The Great American Ale Trail - Christian DeBenedetti [136]
“If you have to leave the brewery and find another place to drink, you don’t have to go very far. We’re in a blue-collar neighborhood, Jamaica Plain. It’s the home neighborhood of James Michael Curley, the famous rascal mayor of Boston. He actually lived near our brewery and wanted his own parish, so now, around our brewery is a parochial school and Our Lady of Lourdes, a church—Mayor Curley’s parish.

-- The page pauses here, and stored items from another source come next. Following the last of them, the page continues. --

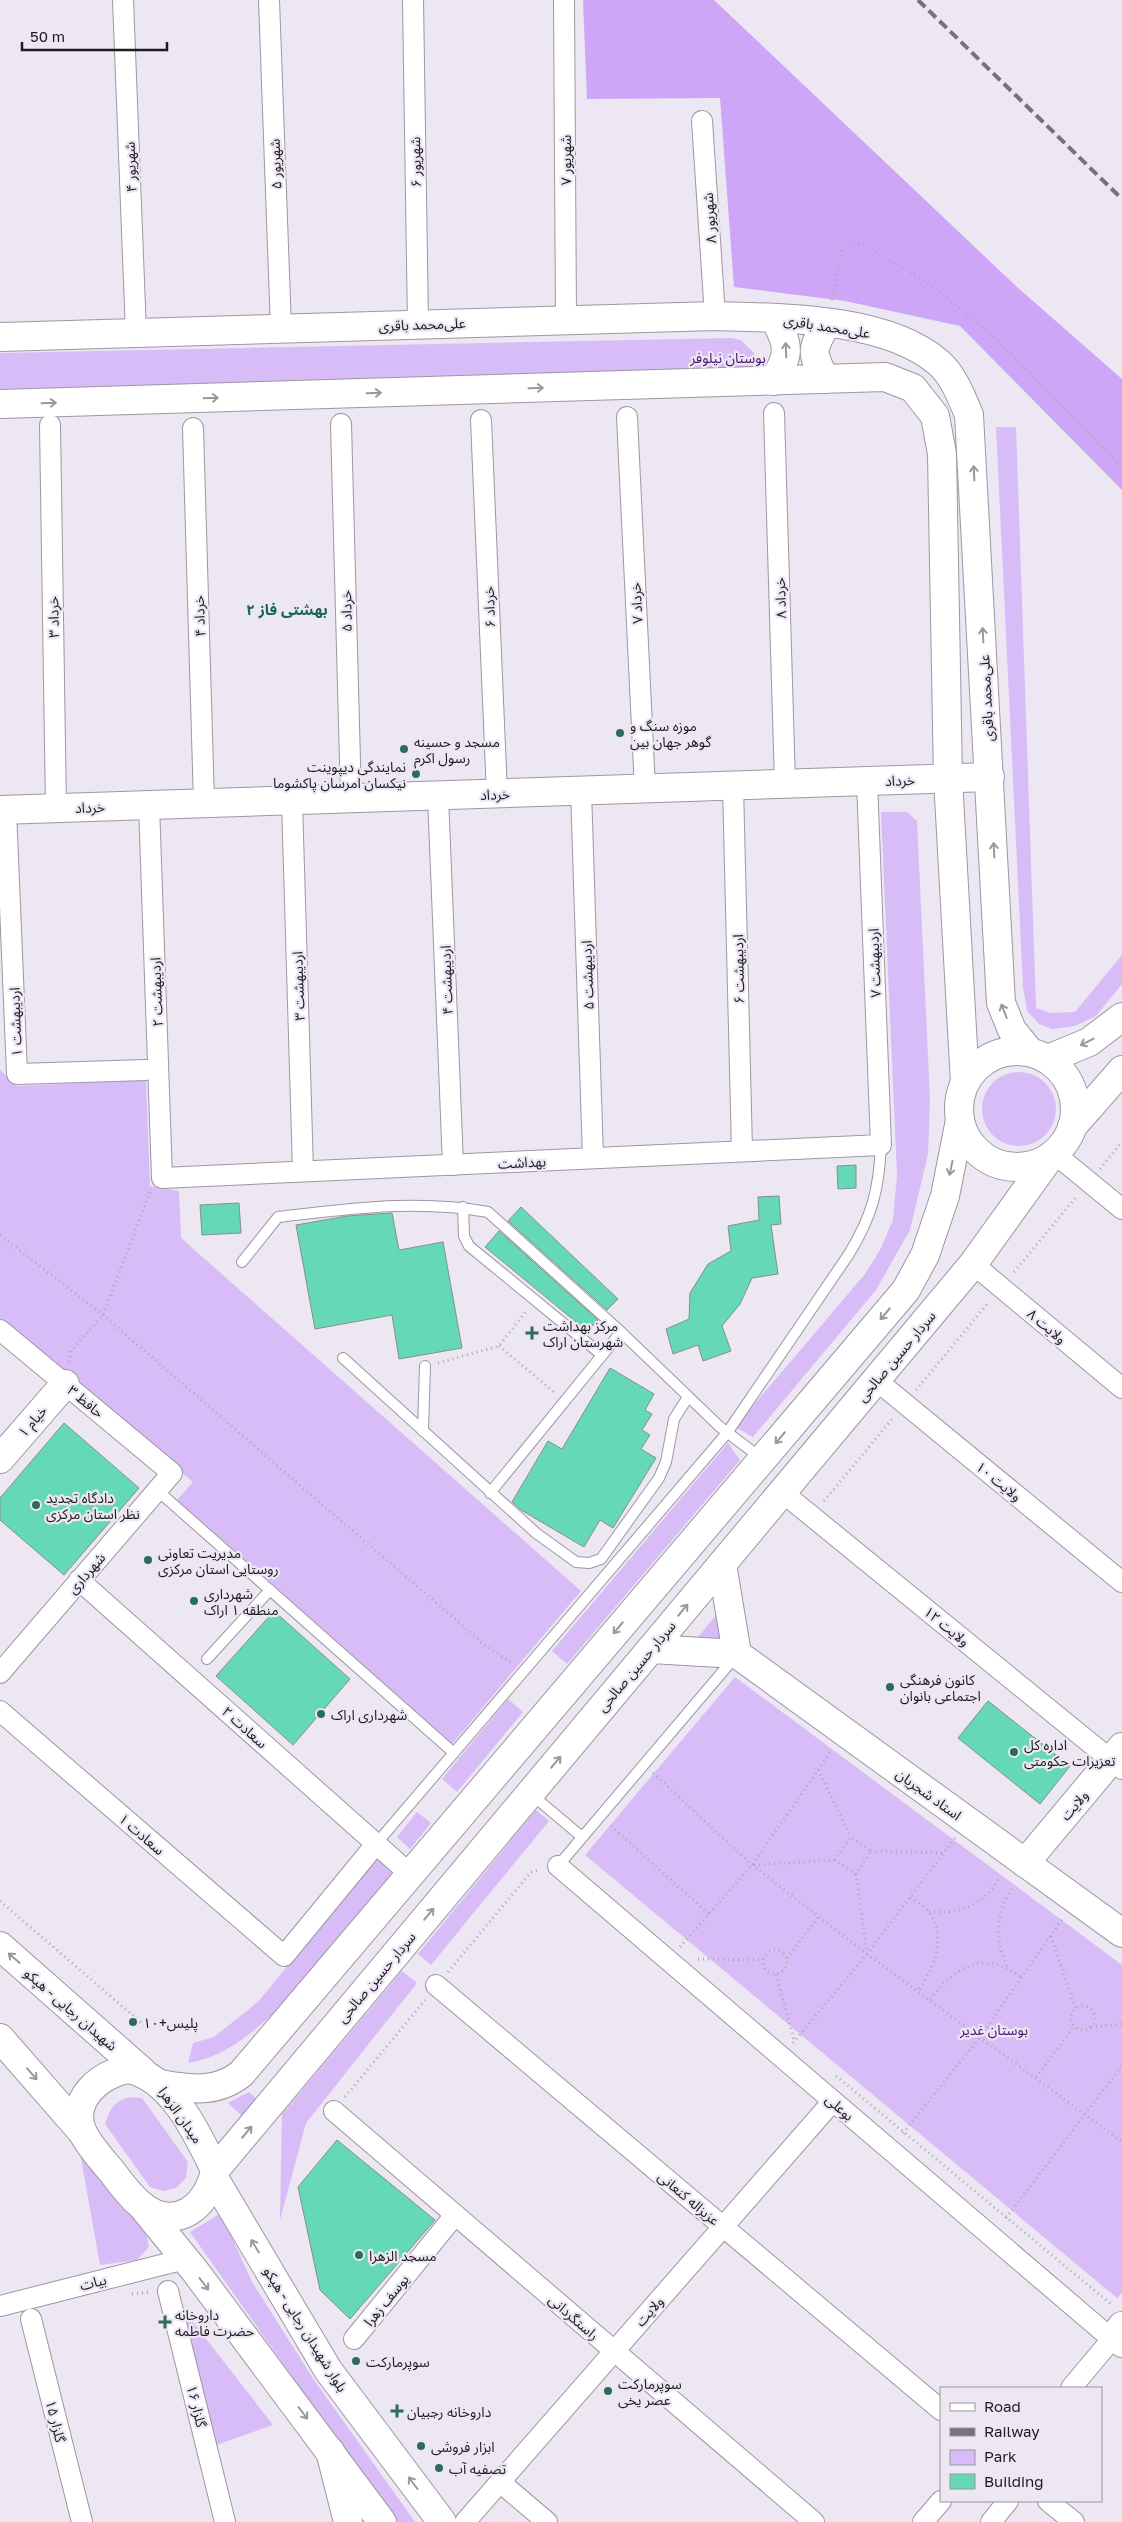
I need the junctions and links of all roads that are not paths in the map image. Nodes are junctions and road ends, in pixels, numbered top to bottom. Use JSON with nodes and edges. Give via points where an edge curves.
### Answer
{"nodes":[{"id":1,"x":123,"y":0,"type":"edge"},
{"id":2,"x":269,"y":0,"type":"edge"},
{"id":3,"x":413,"y":0,"type":"edge"},
{"id":4,"x":564,"y":0,"type":"edge"},
{"id":5,"x":702,"y":121,"type":"dead end"},
{"id":6,"x":715,"y":316,"type":"junction"},
{"id":7,"x":774,"y":318,"type":"junction"},
{"id":8,"x":566,"y":320,"type":"junction"},
{"id":9,"x":827,"y":323,"type":"junction"},
{"id":10,"x":418,"y":325,"type":"junction"},
{"id":11,"x":281,"y":328,"type":"junction"},
{"id":12,"x":136,"y":333,"type":"junction"},
{"id":13,"x":0,"y":337,"type":"edge"},
{"id":14,"x":825,"y":379,"type":"junction"},
{"id":15,"x":773,"y":381,"type":"junction"},
{"id":16,"x":0,"y":404,"type":"edge"},
{"id":17,"x":774,"y":413,"type":"dead end"},
{"id":18,"x":627,"y":417,"type":"dead end"},
{"id":19,"x":481,"y":420,"type":"dead end"},
{"id":20,"x":341,"y":424,"type":"dead end"},
{"id":21,"x":50,"y":425,"type":"dead end"},
{"id":22,"x":193,"y":428,"type":"dead end"},
{"id":23,"x":990,"y":777,"type":"junction"},
{"id":24,"x":948,"y":779,"type":"junction"},
{"id":25,"x":867,"y":781,"type":"junction"},
{"id":26,"x":785,"y":784,"type":"junction"},
{"id":27,"x":733,"y":786,"type":"junction"},
{"id":28,"x":645,"y":789,"type":"junction"},
{"id":29,"x":581,"y":791,"type":"junction"},
{"id":30,"x":496,"y":794,"type":"junction"},
{"id":31,"x":438,"y":796,"type":"junction"},
{"id":32,"x":351,"y":799,"type":"junction"},
{"id":33,"x":292,"y":801,"type":"junction"},
{"id":34,"x":204,"y":804,"type":"junction"},
{"id":35,"x":149,"y":805,"type":"junction"},
{"id":36,"x":56,"y":808,"type":"junction"},
{"id":37,"x":3,"y":810,"type":"edge"},
{"id":38,"x":1122,"y":1017,"type":"edge"},
{"id":39,"x":1039,"y":1056,"type":"junction"},
{"id":40,"x":146,"y":1070,"type":"dead end"},
{"id":41,"x":1122,"y":1070,"type":"edge"},
{"id":42,"x":965,"y":1083,"type":"junction"},
{"id":43,"x":960,"y":1120,"type":"junction"},
{"id":44,"x":1072,"y":1127,"type":"junction"},
{"id":45,"x":881,"y":1145,"type":"junction"},
{"id":46,"x":742,"y":1151,"type":"junction"},
{"id":47,"x":1052,"y":1156,"type":"junction"},
{"id":48,"x":593,"y":1158,"type":"junction"},
{"id":49,"x":453,"y":1165,"type":"junction"},
{"id":50,"x":303,"y":1171,"type":"junction"},
{"id":51,"x":162,"y":1178,"type":"joint"},
{"id":52,"x":463,"y":1207,"type":"junction"},
{"id":53,"x":1122,"y":1209,"type":"edge"},
{"id":54,"x":242,"y":1262,"type":"dead end"},
{"id":55,"x":973,"y":1264,"type":"junction"},
{"id":56,"x":0,"y":1330,"type":"edge"},
{"id":57,"x":621,"y":1332,"type":"junction"},
{"id":58,"x":602,"y":1355,"type":"junction"},
{"id":59,"x":343,"y":1358,"type":"dead end"},
{"id":60,"x":426,"y":1366,"type":"road end"},
{"id":61,"x":876,"y":1380,"type":"junction"},
{"id":62,"x":65,"y":1384,"type":"junction"},
{"id":63,"x":1122,"y":1388,"type":"edge"},
{"id":64,"x":688,"y":1397,"type":"junction"},
{"id":65,"x":423,"y":1431,"type":"junction"},
{"id":66,"x":727,"y":1433,"type":"junction"},
{"id":67,"x":0,"y":1459,"type":"edge"},
{"id":68,"x":762,"y":1459,"type":"junction"},
{"id":69,"x":172,"y":1473,"type":"joint"},
{"id":70,"x":157,"y":1490,"type":"junction"},
{"id":71,"x":782,"y":1492,"type":"junction"},
{"id":72,"x":490,"y":1493,"type":"junction"},
{"id":73,"x":722,"y":1564,"type":"junction"},
{"id":74,"x":79,"y":1580,"type":"junction"},
{"id":75,"x":1122,"y":1582,"type":"edge"},
{"id":76,"x":270,"y":1590,"type":"junction"},
{"id":77,"x":651,"y":1649,"type":"junction"},
{"id":78,"x":737,"y":1654,"type":"junction"},
{"id":79,"x":208,"y":1659,"type":"dead end"},
{"id":80,"x":0,"y":1673,"type":"edge"},
{"id":81,"x":0,"y":1711,"type":"edge"},
{"id":82,"x":454,"y":1753,"type":"junction"},
{"id":83,"x":1118,"y":1758,"type":"edge"},
{"id":84,"x":530,"y":1793,"type":"junction"},
{"id":85,"x":582,"y":1837,"type":"junction"},
{"id":86,"x":376,"y":1844,"type":"junction"},
{"id":87,"x":1025,"y":1863,"type":"junction"},
{"id":88,"x":558,"y":1866,"type":"joint"},
{"id":89,"x":410,"y":1874,"type":"junction"},
{"id":90,"x":1122,"y":1933,"type":"edge"},
{"id":91,"x":0,"y":1946,"type":"edge"},
{"id":92,"x":436,"y":1985,"type":"dead end"},
{"id":93,"x":1,"y":2040,"type":"edge"},
{"id":94,"x":255,"y":2056,"type":"junction"},
{"id":95,"x":151,"y":2078,"type":"junction"},
{"id":96,"x":284,"y":2087,"type":"junction"},
{"id":97,"x":833,"y":2101,"type":"junction"},
{"id":98,"x":334,"y":2112,"type":"dead end"},
{"id":99,"x":83,"y":2132,"type":"junction"},
{"id":100,"x":215,"y":2174,"type":"junction"},
{"id":101,"x":141,"y":2205,"type":"junction"},
{"id":102,"x":455,"y":2215,"type":"junction"},
{"id":103,"x":723,"y":2227,"type":"junction"},
{"id":104,"x":185,"y":2259,"type":"junction"},
{"id":105,"x":168,"y":2291,"type":"dead end"},
{"id":106,"x":0,"y":2306,"type":"edge"},
{"id":107,"x":30,"y":2319,"type":"dead end"},
{"id":108,"x":1118,"y":2330,"type":"edge"},
{"id":109,"x":354,"y":2339,"type":"dead end"},
{"id":110,"x":614,"y":2351,"type":"junction"},
{"id":111,"x":1072,"y":2387,"type":"edge"},
{"id":112,"x":940,"y":2409,"type":"edge"},
{"id":113,"x":330,"y":2449,"type":"junction"},
{"id":114,"x":500,"y":2482,"type":"junction"},
{"id":115,"x":940,"y":2502,"type":"edge"},
{"id":116,"x":1007,"y":2502,"type":"edge"},
{"id":117,"x":1049,"y":2502,"type":"edge"},
{"id":118,"x":82,"y":2522,"type":"edge"},
{"id":119,"x":225,"y":2522,"type":"edge"},
{"id":120,"x":348,"y":2522,"type":"edge"},
{"id":121,"x":382,"y":2522,"type":"edge"},
{"id":122,"x":442,"y":2522,"type":"edge"},
{"id":123,"x":465,"y":2522,"type":"edge"},
{"id":124,"x":547,"y":2522,"type":"edge"},
{"id":125,"x":814,"y":2522,"type":"edge"},
{"id":126,"x":923,"y":2522,"type":"edge"},
{"id":127,"x":991,"y":2522,"type":"edge"},
{"id":128,"x":1074,"y":2522,"type":"edge"}],
"edges":[{"from":1,"to":12,"type":"street","name":"شهریور ۴"},
{"from":2,"to":11,"type":"street","name":"شهریور ۵"},
{"from":3,"to":10,"type":"street","name":"شهریور ۶"},
{"from":4,"to":8,"type":"street","name":"شهریور ۷"},
{"from":5,"to":6,"type":"street","name":"شهریور ۸"},
{"from":6,"to":7,"type":"main road","name":"علی‌محمد باقری"},
{"from":6,"to":8,"type":"main road","name":"علی‌محمد باقری"},
{"from":7,"to":9,"type":"main road","name":"علی‌محمد باقری"},
{"from":15,"to":7,"type":"main road","one_way":true,"via":[[787,355],[785,337]]},
{"from":8,"to":10,"type":"main road","name":"علی‌محمد باقری"},
{"from":9,"to":14,"type":"main road","via":[[814,352]]},
{"from":23,"to":9,"type":"main road","name":"علی‌محمد باقری","one_way":true,"via":[[970,415],[940,363],[904,341]]},
{"from":10,"to":11,"type":"main road","name":"علی‌محمد باقری"},
{"from":11,"to":12,"type":"main road","name":"علی‌محمد باقری"},
{"from":12,"to":13,"type":"main road","name":"علی‌محمد باقری"},
{"from":14,"to":15,"type":"main road"},
{"from":14,"to":24,"type":"main road","via":[[885,377],[913,388],[935,416],[942,454]]},
{"from":16,"to":15,"type":"main road","one_way":true},
{"from":17,"to":26,"type":"street","name":"خرداد ۸"},
{"from":18,"to":28,"type":"street","name":"خرداد ۷"},
{"from":19,"to":30,"type":"street","name":"خرداد ۶"},
{"from":20,"to":32,"type":"street","name":"خرداد ۵"},
{"from":21,"to":36,"type":"street","name":"خرداد ۳"},
{"from":22,"to":34,"type":"street","name":"خرداد ۴"},
{"from":23,"to":24,"type":"main road","name":"خرداد"},
{"from":39,"to":23,"type":"main road","name":"علی‌محمد باقری","one_way":true,"via":[[1012,1030],[1001,1003]]},
{"from":24,"to":25,"type":"main road","name":"خرداد"},
{"from":24,"to":42,"type":"main road"},
{"from":25,"to":26,"type":"main road","name":"خرداد"},
{"from":25,"to":45,"type":"street","name":"اردیبهشت ۷"},
{"from":26,"to":27,"type":"main road","name":"خرداد"},
{"from":27,"to":28,"type":"main road","name":"خرداد"},
{"from":27,"to":46,"type":"street","name":"اردیبهشت ۶"},
{"from":28,"to":29,"type":"main road","name":"خرداد"},
{"from":29,"to":30,"type":"main road","name":"خرداد"},
{"from":29,"to":48,"type":"street","name":"اردیبهشت ۵"},
{"from":30,"to":31,"type":"main road","name":"خرداد"},
{"from":31,"to":32,"type":"main road","name":"خرداد"},
{"from":31,"to":49,"type":"street","name":"اردیبهشت ۴"},
{"from":32,"to":33,"type":"main road","name":"خرداد"},
{"from":33,"to":34,"type":"main road","name":"خرداد"},
{"from":33,"to":50,"type":"street","name":"اردیبهشت ۳"},
{"from":34,"to":35,"type":"main road","name":"خرداد"},
{"from":35,"to":36,"type":"main road","name":"خرداد"},
{"from":35,"to":51,"type":"street","name":"اردیبهشت ۲"},
{"from":36,"to":37,"type":"main road","name":"خرداد"},
{"from":37,"to":40,"type":"street","name":"اردیبهشت ۱","via":[[16,1074]]},
{"from":38,"to":39,"type":"main road","one_way":true,"via":[[1089,1042]]},
{"from":39,"to":42,"type":"main road","via":[[1011,1051],[992,1056],[976,1067]]},
{"from":39,"to":44,"type":"main road","via":[[1060,1069],[1069,1082],[1074,1096]]},
{"from":41,"to":44,"type":"main road"},
{"from":42,"to":43,"type":"main road","via":[[960,1101]]},
{"from":43,"to":47,"type":"main road","via":[[967,1138],[979,1153],[995,1163],[1014,1167],[1032,1165]]},
{"from":43,"to":68,"type":"main road","one_way":true,"via":[[945,1196],[925,1255],[906,1290]]},
{"from":44,"to":47,"type":"main road","via":[[1065,1142]]},
{"from":45,"to":46,"type":"street","name":"بهداشت"},
{"from":45,"to":66,"type":"lane","via":[[876,1197],[866,1226]]},
{"from":46,"to":48,"type":"street","name":"بهداشت"},
{"from":47,"to":53,"type":"street"},
{"from":47,"to":55,"type":"main road","name":"سردار حسین صالحی"},
{"from":48,"to":49,"type":"street","name":"بهداشت"},
{"from":49,"to":50,"type":"street","name":"بهداشت"},
{"from":50,"to":51,"type":"street","name":"بهداشت"},
{"from":52,"to":54,"type":"lane","via":[[390,1204],[278,1217]]},
{"from":52,"to":57,"type":"lane","via":[[488,1212]]},
{"from":52,"to":58,"type":"lane","via":[[464,1236],[469,1246]]},
{"from":55,"to":61,"type":"main road","name":"سردار حسین صالحی"},
{"from":55,"to":63,"type":"street","name":"ولایت ۸"},
{"from":56,"to":62,"type":"street","name":"حافظ ۳"},
{"from":57,"to":58,"type":"lane"},
{"from":57,"to":64,"type":"lane"},
{"from":58,"to":72,"type":"lane"},
{"from":59,"to":65,"type":"lane"},
{"from":60,"to":65,"type":"lane"},
{"from":61,"to":71,"type":"main road","name":"سردار حسین صالحی"},
{"from":61,"to":75,"type":"street","name":"ولایت ۱۰"},
{"from":62,"to":67,"type":"main road","name":"خیام ۱"},
{"from":62,"to":69,"type":"street","name":"حافظ ۳"},
{"from":64,"to":66,"type":"lane"},
{"from":64,"to":72,"type":"lane","via":[[674,1419],[666,1462],[659,1478],[601,1559],[589,1563],[576,1562]]},
{"from":65,"to":72,"type":"lane"},
{"from":66,"to":68,"type":"lane"},
{"from":66,"to":82,"type":"lane"},
{"from":68,"to":89,"type":"main road","one_way":true},
{"from":69,"to":70,"type":"street","name":"شهرداری"},
{"from":70,"to":74,"type":"street","name":"شهرداری"},
{"from":70,"to":76,"type":"lane"},
{"from":71,"to":73,"type":"main road","name":"سردار حسین صالحی"},
{"from":71,"to":83,"type":"street","name":"ولایت ۱۲"},
{"from":77,"to":73,"type":"main road","name":"سردار حسین صالحی","one_way":true},
{"from":73,"to":78,"type":"main road"},
{"from":74,"to":80,"type":"street","name":"شهرداری"},
{"from":74,"to":86,"type":"street","name":"سعادت ۲"},
{"from":76,"to":79,"type":"lane"},
{"from":76,"to":82,"type":"lane"},
{"from":77,"to":78,"type":"main road"},
{"from":84,"to":77,"type":"main road","name":"سردار حسین صالحی","one_way":true},
{"from":78,"to":85,"type":"lane"},
{"from":78,"to":87,"type":"main road","name":"استاد شجریان"},
{"from":81,"to":86,"type":"street","name":"سعادت ۱","via":[[284,1956]]},
{"from":82,"to":86,"type":"lane"},
{"from":83,"to":87,"type":"main road","name":"ولایت"},
{"from":84,"to":85,"type":"lane"},
{"from":96,"to":84,"type":"main road","name":"سردار حسین صالحی","one_way":true},
{"from":85,"to":88,"type":"lane"},
{"from":86,"to":89,"type":"street","name":"سعادت ۲"},
{"from":87,"to":90,"type":"main road","name":"استاد شجریان"},
{"from":88,"to":97,"type":"street","name":"بوعلی","via":[[674,1953],[781,2057]]},
{"from":89,"to":94,"type":"main road"},
{"from":95,"to":91,"type":"main road","name":"شهیدان رجایی - هپکو","one_way":true},
{"from":92,"to":103,"type":"street","name":"عزیزاله کنعانی"},
{"from":93,"to":99,"type":"main road","one_way":true},
{"from":94,"to":95,"type":"main road","via":[[241,2074],[221,2086],[193,2090]]},
{"from":94,"to":96,"type":"main road","via":[[254,2071],[261,2082],[271,2088]]},
{"from":95,"to":99,"type":"main road","via":[[129,2068],[104,2076],[87,2094],[81,2108]]},
{"from":95,"to":100,"type":"main road","name":"میدان الزهرا","via":[[190,2125]]},
{"from":100,"to":96,"type":"main road","name":"سردار حسین صالحی","one_way":true},
{"from":97,"to":103,"type":"street","name":"ولایت"},
{"from":97,"to":108,"type":"street","name":"بوعلی","via":[[992,2237]]},
{"from":98,"to":102,"type":"street","name":"راستگردانی"},
{"from":99,"to":101,"type":"main road"},
{"from":100,"to":101,"type":"main road","via":[[201,2203],[176,2216],[159,2215]]},
{"from":122,"to":100,"type":"main road","name":"بلوار شهیدان رجایی - هپکو","one_way":true,"via":[[328,2370]]},
{"from":101,"to":104,"type":"main road"},
{"from":102,"to":109,"type":"street","name":"یوسف زهرا"},
{"from":102,"to":110,"type":"street","name":"راستگردانی"},
{"from":103,"to":110,"type":"street","name":"ولایت"},
{"from":103,"to":112,"type":"street","name":"عزیزاله کنعانی"},
{"from":104,"to":106,"type":"street","name":"بیات"},
{"from":104,"to":113,"type":"main road","one_way":true},
{"from":105,"to":119,"type":"street","name":"گلزار ۱۶"},
{"from":107,"to":118,"type":"street","name":"گلزار ۱۵"},
{"from":108,"to":111,"type":"street"},
{"from":110,"to":114,"type":"street","name":"ولایت"},
{"from":110,"to":125,"type":"street","name":"راستگردانی"},
{"from":113,"to":120,"type":"main road"},
{"from":113,"to":121,"type":"main road"},
{"from":114,"to":123,"type":"street","name":"ولایت"},
{"from":114,"to":124,"type":"street"},
{"from":115,"to":126,"type":"street"},
{"from":116,"to":127,"type":"street"},
{"from":117,"to":128,"type":"street"}]}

“Just down the street is a bar called Doyle’s. Doyle’s has been a bar since the 1880s, so you’re drinking at a place that’s been a bar for almost 130 years. It’s owned by a family of Irish guys—wonderful people—the Burkes. They grew up running bars, and their dad had the beer concession at the zoo. All they ever wanted to do was run a great bar, and they’ve done that. It’s this complete, wonderful melting pot, what a bar should be. That’s where Ted Kennedy used to spend St. Patricks’s Day. Mayor Flynn [Boston mayor from 1984 to 1993] went to Doyle’s. I was there once when Mayor Flynn was tending bar on Saturday night. If there were a real Cheers bar, it would be Doyle’s.”
Jamaica Plain
BOSTON BEER COMPANY
30 Germania St. • Jamaica Plain, MA 02130 (617) 983-9036 • bostonbeer.com • Established: 1984
SCENE & STORY
A tour of Boston Beer Company paints the picture of what is perhaps America’s most remarkable craft brewing story. Starting in 1984, Jim Koch has built what is now the nation’s largest craft brewing company. The Boston facility operates as a test brewery and barrel aging facility; the firm’s commercial beers are brewed elsewhere. Through a remarkable combination of a great story and a standout recipe (the recipe for Boston Lager was based on a recipe created by his great-grandfather, Louis Koch), quality control, timing (the microbrewing wave was simmering nationwide), ready investment capital, hard work (he pounded the pavement and learned to drive a forklift himself ), Koch and company created a barnburner of a brand and haven’t looked back.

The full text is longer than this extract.